El enlace de la carretera a Limón con la sede del nuevo puerto contratado a la constructora holandesa APM Terminals está en plena construcción. Son 2,8 kilómetros de camino abierto para permitir el paso de la maquinaria y los materiales requeridos para construir el muelle de 1.500 metros y cinco puestos de atraque.

Hasta hace poco, esos 2,8 kilómetros representaban, también, la distancia que separaba al país de la concreción de una de las más importantes obras de infraestructura de los últimos tiempos. Las razones alegadas eran ecológicas, pero nadie ignora las motivaciones subyacentes.

Los sindicatos del muelle limonense operado por la Junta de Administración Portuaria y de Desarrollo Económico de la Vertiente Atlántica (Japdeva) se oponen al proyecto por considerarlo una competencia lesiva para sus intereses.

En su lucha contra el megapuerto, los sindicatos contaron con los esfuerzos desplegados por la Cámara del Banano, también celosa de preservar sus intereses frente a la percibida amenaza de un nuevo y moderno muelle.

Ninguna de las dos organizaciones es reconocida por su interés en las causas ecológicas. Por el contrario, ambas actividades dejan huella en el ambiente, aun en el marco del respeto a la legislación vigente. La construcción de los muelles de Japdeva exigió el desvío del río Moín, en cuya defensa ahora parten lanzas los sindicalistas. Peor aún: la propuesta de ampliación del puerto requiere una nueva desviación, pero esa posibilidad no suscita la misma preocupación.

La trocha abierta para permitir la construcción del nuevo puerto pasa por terrenos de la Refinadora Costarricense de Petróleo (Recope), cuyas instalaciones están a poca distancia y no pueden considerarse neutras en términos de contaminación. No hay en el sitio bosque primario y cualquier pérdida por tala de árboles puede ser fácilmente compensada.

A cambio, el país gana una inversión de más de $1.000 millones, a cuyo amparo se creará un millar de puestos de trabajo.

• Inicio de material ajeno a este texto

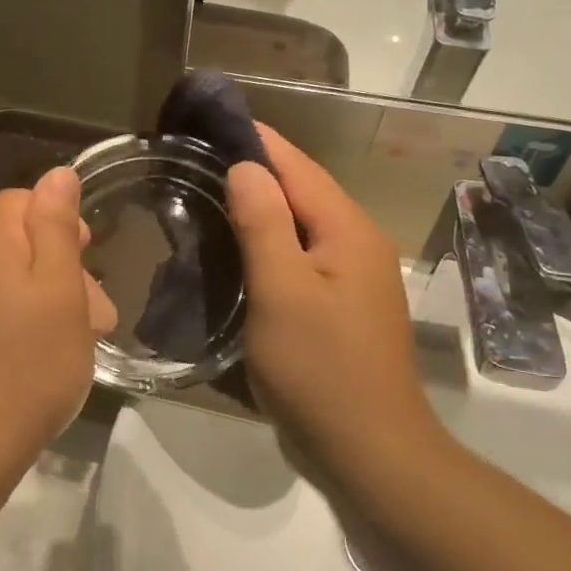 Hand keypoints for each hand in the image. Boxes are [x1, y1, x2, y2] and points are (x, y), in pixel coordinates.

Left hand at [0, 168, 115, 479]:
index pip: (21, 201)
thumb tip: (57, 173)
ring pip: (4, 280)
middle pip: (14, 242)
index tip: (89, 256)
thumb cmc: (30, 363)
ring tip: (76, 342)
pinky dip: (18, 322)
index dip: (61, 222)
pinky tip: (38, 357)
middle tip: (97, 314)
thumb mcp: (60, 289)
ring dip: (45, 299)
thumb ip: (57, 225)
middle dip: (61, 268)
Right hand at [226, 126, 447, 478]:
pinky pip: (302, 258)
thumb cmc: (320, 369)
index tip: (213, 119)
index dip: (258, 140)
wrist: (369, 451)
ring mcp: (354, 279)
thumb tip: (248, 166)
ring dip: (262, 207)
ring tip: (211, 194)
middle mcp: (358, 245)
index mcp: (348, 232)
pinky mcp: (342, 308)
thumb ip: (264, 224)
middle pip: (304, 192)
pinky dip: (271, 244)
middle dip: (257, 169)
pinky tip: (240, 250)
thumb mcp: (282, 291)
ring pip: (303, 227)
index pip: (298, 167)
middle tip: (200, 158) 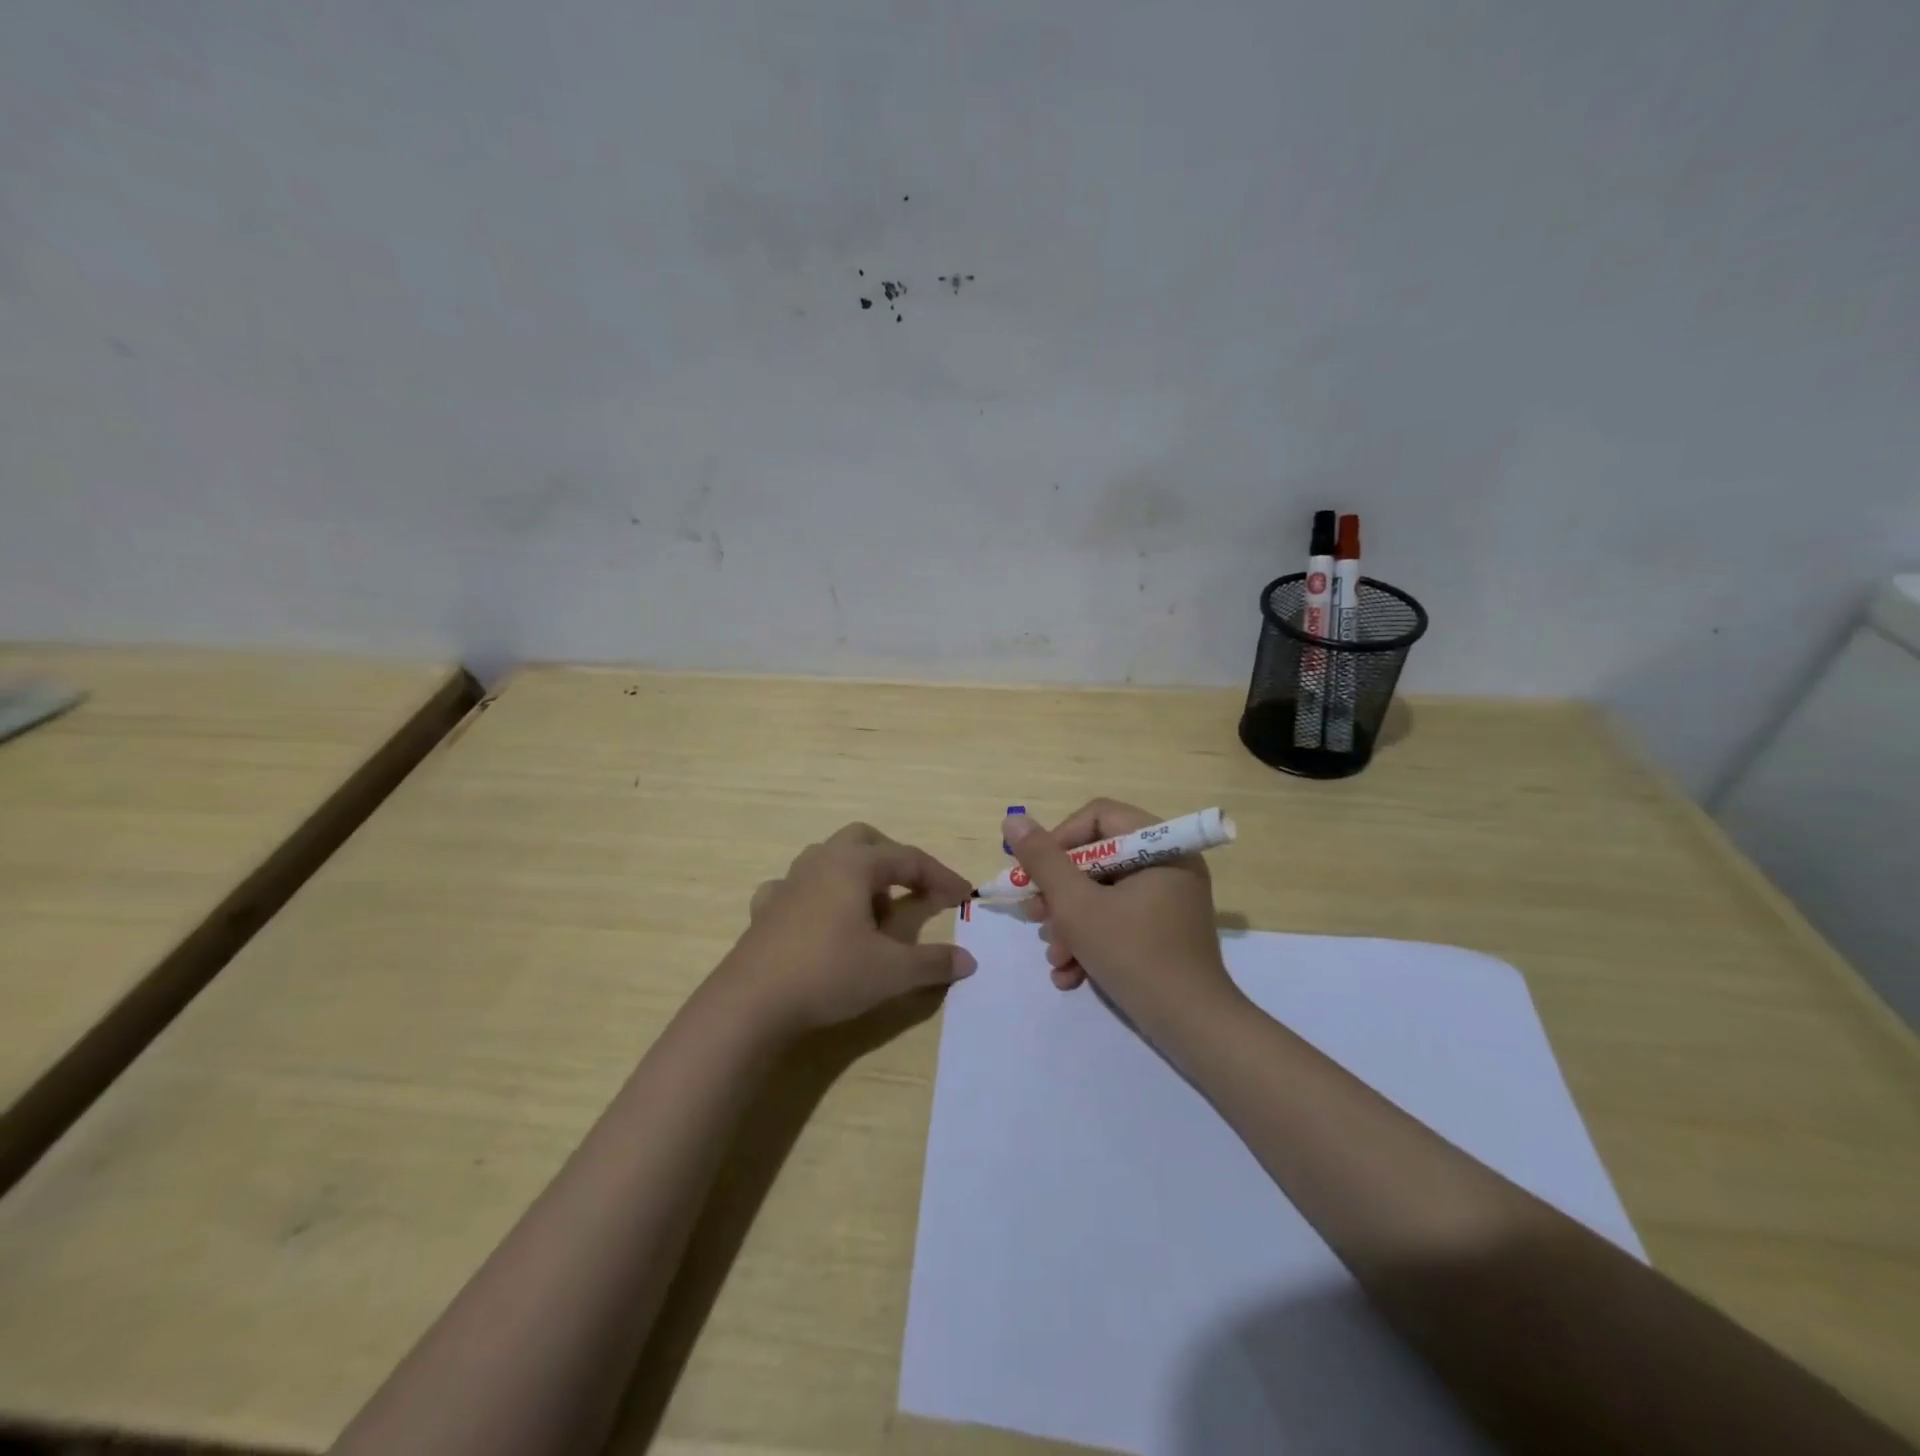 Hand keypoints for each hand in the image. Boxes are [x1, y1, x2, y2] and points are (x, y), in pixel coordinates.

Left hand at [719, 822, 975, 1036]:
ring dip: (857, 875)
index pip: (909, 858)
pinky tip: (821, 922)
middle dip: (894, 860)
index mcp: (854, 865)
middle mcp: (821, 862)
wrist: (751, 1003)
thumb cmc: (828, 974)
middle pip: (865, 840)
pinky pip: (797, 887)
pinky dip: (818, 896)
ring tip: (871, 911)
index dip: (940, 876)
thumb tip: (968, 962)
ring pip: (830, 858)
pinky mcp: (766, 908)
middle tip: (914, 890)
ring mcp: (788, 882)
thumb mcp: (891, 972)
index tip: (964, 896)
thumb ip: (933, 963)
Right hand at [1004, 800, 1238, 1034]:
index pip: (1098, 817)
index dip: (1060, 840)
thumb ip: (1043, 860)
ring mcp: (1167, 900)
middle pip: (1096, 858)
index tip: (1036, 874)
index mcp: (1161, 846)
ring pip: (1101, 894)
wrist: (1191, 1028)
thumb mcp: (1077, 906)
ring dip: (1069, 924)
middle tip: (1036, 917)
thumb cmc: (1134, 955)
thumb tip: (1013, 821)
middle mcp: (1168, 865)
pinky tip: (1070, 974)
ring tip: (1055, 956)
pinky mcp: (1163, 932)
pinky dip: (1091, 942)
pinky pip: (1118, 920)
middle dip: (1059, 893)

Habrá, además, un nuevo e importante negocio portuario al servicio de las exportaciones y un fortalecimiento de la competitividad nacional. Todo eso, sin mencionar la recuperación de la imagen del país en materia de seguridad jurídica y cumplimiento de los contratos.

La ecología, en este caso, operó como peón en la defensa de otros intereses, muy distintos de las preocupaciones ambientales. Esa circunstancia no favorece los esfuerzos legítimos a favor del ambiente ni tampoco contribuye a educar sobre las formas de compatibilizar el desarrollo con el respeto a la ecología. Si el tema ambiental se abarata e instrumentaliza, terminará por perder el terreno ganado con justicia hasta la fecha.

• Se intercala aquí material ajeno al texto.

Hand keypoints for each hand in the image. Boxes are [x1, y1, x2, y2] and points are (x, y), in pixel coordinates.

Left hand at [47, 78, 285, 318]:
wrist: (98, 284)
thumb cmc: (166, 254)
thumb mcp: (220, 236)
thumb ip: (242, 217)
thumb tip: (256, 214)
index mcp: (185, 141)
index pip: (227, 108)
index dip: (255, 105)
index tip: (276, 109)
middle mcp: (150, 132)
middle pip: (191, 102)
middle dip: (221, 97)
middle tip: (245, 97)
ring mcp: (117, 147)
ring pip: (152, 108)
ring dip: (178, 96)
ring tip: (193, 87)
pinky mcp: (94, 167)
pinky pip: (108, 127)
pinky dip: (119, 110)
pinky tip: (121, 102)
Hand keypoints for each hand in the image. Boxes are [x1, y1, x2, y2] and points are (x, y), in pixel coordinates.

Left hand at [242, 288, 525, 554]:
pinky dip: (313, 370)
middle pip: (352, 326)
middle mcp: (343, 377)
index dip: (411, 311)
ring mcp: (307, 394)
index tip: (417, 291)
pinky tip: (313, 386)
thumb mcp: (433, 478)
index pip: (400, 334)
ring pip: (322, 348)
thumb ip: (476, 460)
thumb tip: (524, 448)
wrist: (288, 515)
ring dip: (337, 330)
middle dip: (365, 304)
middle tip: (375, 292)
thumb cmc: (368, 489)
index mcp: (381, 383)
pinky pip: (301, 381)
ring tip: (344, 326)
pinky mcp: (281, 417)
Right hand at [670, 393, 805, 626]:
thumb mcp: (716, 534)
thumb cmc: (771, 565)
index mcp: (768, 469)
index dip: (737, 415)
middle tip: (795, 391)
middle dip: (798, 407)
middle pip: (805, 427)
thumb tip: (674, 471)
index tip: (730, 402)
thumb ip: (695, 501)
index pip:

Peor todavía es la posibilidad de que detrás de algunas gestiones ambientales exista un lucrativo negocio particular, denunciado por el exministro de Ambiente René Castro Salazar en las páginas de este diario el pasado 8 de abril. En el artículo titulado “Acoso ambiental de consultores indispensables”, el exfuncionario escribe: “… siempre hay personas o grupos que aprovechan la tendencia sana de control para convertirla en algo abusivo, perverso y de provecho propio”.

Durante su gestión en el Ministerio, dice Castro, detectó “… una tendencia que vamos a llamar de ‘consultores exitosos’. Estos consultores lograban que sus estudios de impacto ambiental o trámites se aprobaran, ya que sus nombres aparecían en los estudios más complejos y onerosos; pero, también, de oficio (cuando sus nombres no eran los que respaldaban un estudio) planteaban recursos de revisión, nulidad, suspensión de las audiencias públicas o revocatorias contra los permisos de viabilidad ambiental otorgados por la Setena. De esta forma, dicho grupo de consultores lograba tornarse en ‘indispensable’ para obtener la aprobación de los trámites: de lo contrario, entorpecían a toda costa el proceso”.

Los intereses superiores del país no deben estar supeditados a intereses particulares de individuos o gremios. Es preciso revisar la alambicada legislación ambiental y también el funcionamiento de las instituciones encargadas de aplicarla, para impedir que causas tan nobles sirvan de excusa o medio para la consecución de fines distantes de la preservación del ambiente.